The Eastern Stars - Mark Kurlansky [103]
As for baseball, Major League Baseball claimed it generated $76 million in business annually in the Dominican Republic, which would make it a leading Dominican industry comparable to tourism in the jobs and revenue it provided. Major League Baseball claimed that its Dominican players sent home $210 million in 2003 alone and that it spent $14.7 million on 30 academies that provided, directly and indirectly, 2,100 jobs, many of them in San Pedro.
Mayor Echavaría had a different way of looking at it. Even if major-league players spent money only on themselves and their immediate families, Echavaría argued, they were still investing in the town. “Sammy Sosa does a lot of things for San Pedro,” the mayor said. “When he first got his contract, he built a big house for his mother, and that is an investment in San Pedro. And he built 30/30. That’s an investment. Alfredo Griffin built Café Caribe, the disco on the Malecón. Most players invest here in real estate. It’s for their families, but it’s an investment. They mostly invest in goods and real estate.” To the mayor, even a shopping spree was a welcome investment.
But he thought the most important contribution of baseball to San Pedro was that “baseball gives an activity to the poorest children and it changes their lives and the lives of their families.”
George Bell wasn’t completely sure about the impact of baseball. Sitting at his desk in his small office crammed with fishing tackle, a large mounted marlin, and an array of golf trophies, he said, “They give too much money and it’s going to end up trouble: so much money and no education.” But when he, who dropped out of school at age seventeen to sign, was asked if he had any regrets about not finishing his education, he sat back in his chair, put his arms behind his head, and replied, “Not really. I’m very satisfied with what I did and what I’m doing.”
At the gate at Tetelo Vargas Stadium, the rut between the street and the parking lot is so deep that it takes great care to drive a car in without scraping its nose. But the stadium itself was one of the best-maintained properties in San Pedro and looked even newer than it was.

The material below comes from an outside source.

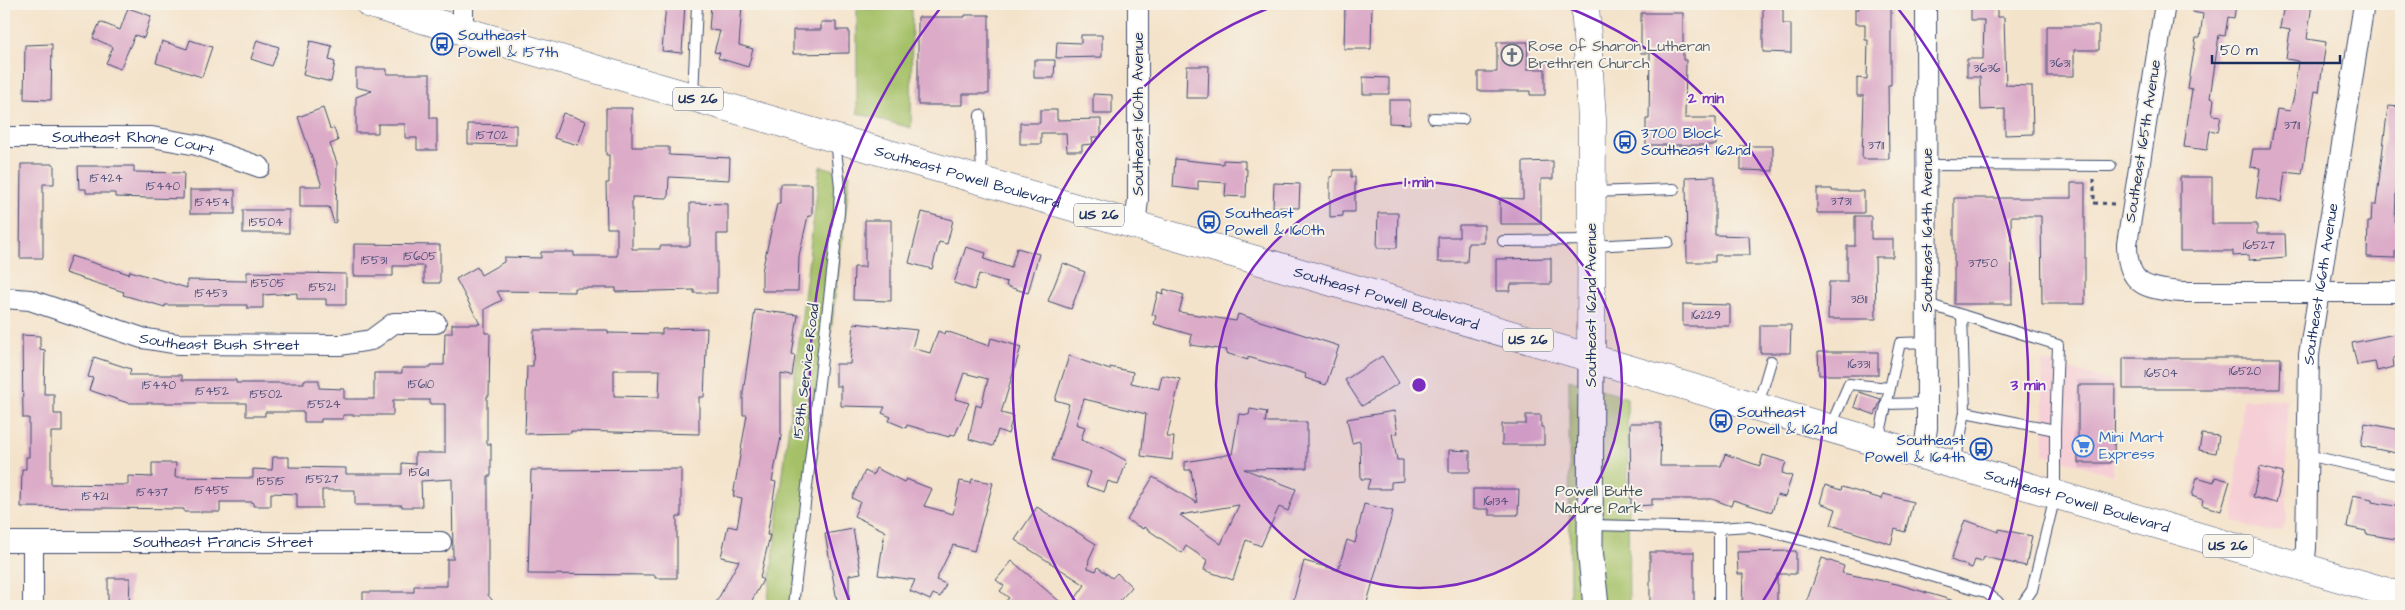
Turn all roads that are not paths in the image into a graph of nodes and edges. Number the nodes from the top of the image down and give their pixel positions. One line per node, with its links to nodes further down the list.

Most days of the year there was either some kind of a game or practice going on, with a good possibility that some kid on that field was a future major-league player. Which was why, although the stadium might have seemed empty, there were always a few serious-looking older men in the seats, some with folders or papers, sometimes one behind home plate with a speed gun to measure pitches: scouts for the major leagues.
If you had good hand-eye coordination, if you could run fast, if you could throw a ball hard, if you were extremely tall or left-handed or, even better, both, you had a chance of rescuing your entire family and becoming a millionaire. Why wouldn’t you try?
Once July 2 approached, anyone with a sixteen-and-a-half-year-old boy in the family had the hope of a better life.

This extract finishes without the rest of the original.